The next week in the game is spent hanging out with her each day. You have to help her learn how to communicate, how to be around people, how to survive crowds. You help her re-find herself. She may have overcome (via supernatural causes that accelerated her healing tenfold) the worst of her problems, but they aren’t fully gone. What was caused by a messed up perception of the world? Yeah, that’s fine and has been healed. What was caused by being separated from people for so long and a lack of knowledge? That isn’t magically being erased.
Even after that week, she isn’t 100 percent okay. And she never is. And I love that. Her whole confidant arc (the friendship hangouts you can have throughout the rest of the game) is you spending time with her and helping her to face each of her major everyday fears until she feels like she can go outside without help. But even after you finish that, she still isn’t okay. She sometimes has slight regressions, she sometimes shuts down, she sometimes lashes out. And that’s amazing.

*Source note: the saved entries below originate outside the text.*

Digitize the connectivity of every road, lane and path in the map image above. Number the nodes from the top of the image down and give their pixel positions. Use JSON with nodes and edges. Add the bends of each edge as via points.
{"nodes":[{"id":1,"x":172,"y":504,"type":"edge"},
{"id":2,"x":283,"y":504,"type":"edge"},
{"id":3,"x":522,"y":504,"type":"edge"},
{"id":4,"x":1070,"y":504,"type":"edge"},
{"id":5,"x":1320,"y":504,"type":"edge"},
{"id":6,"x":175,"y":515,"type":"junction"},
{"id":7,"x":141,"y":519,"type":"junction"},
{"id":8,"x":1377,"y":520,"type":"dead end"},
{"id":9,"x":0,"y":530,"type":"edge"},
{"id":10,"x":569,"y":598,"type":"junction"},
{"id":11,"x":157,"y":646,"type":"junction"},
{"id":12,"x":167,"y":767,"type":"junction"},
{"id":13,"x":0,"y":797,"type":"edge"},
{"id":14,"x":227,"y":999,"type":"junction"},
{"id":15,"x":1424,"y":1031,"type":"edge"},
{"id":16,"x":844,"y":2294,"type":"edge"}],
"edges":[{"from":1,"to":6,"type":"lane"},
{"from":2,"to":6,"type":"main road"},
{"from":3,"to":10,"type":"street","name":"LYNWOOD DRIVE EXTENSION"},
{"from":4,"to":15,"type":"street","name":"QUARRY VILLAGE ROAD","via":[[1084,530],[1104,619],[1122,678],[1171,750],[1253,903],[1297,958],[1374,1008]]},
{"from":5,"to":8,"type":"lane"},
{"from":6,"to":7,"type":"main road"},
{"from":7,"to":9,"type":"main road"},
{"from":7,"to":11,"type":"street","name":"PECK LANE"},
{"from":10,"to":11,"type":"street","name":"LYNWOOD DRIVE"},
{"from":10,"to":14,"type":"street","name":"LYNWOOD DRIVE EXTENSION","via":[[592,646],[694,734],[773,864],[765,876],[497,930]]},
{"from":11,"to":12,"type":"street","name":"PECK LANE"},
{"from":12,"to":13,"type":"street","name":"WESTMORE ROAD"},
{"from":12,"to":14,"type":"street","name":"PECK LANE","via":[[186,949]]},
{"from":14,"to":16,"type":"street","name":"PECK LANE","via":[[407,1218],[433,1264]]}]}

When someone is healing, it doesn’t happen overnight. It isn’t a miraculous change. Two steps forward, one step back. And that’s what Futaba is doing. While she’s actively trying to keep going forward, she still stumbles from time to time. She still gets freaked out by loud noises. She still hides behind you when someone suddenly pops up. She’s recovering in a very legitimate and very common way. And I love that they decided to show that. It touched me very deeply.
Futaba is one of my favorite people in Persona 5 because she spoke so dearly to me and my personal battle with mental health. I wish so much that I would have been able to have a change of heart like she did, I know it would have saved me years of fighting. But I am glad that they were able to show to the world that good people have skewed perceptions and need help to see the world correctly too.
And to think, the person who introduced me to the game told me that they hated Futaba’s Palace the most. Meanwhile, I find it to be the greatest one in the game. Funny how things turn out.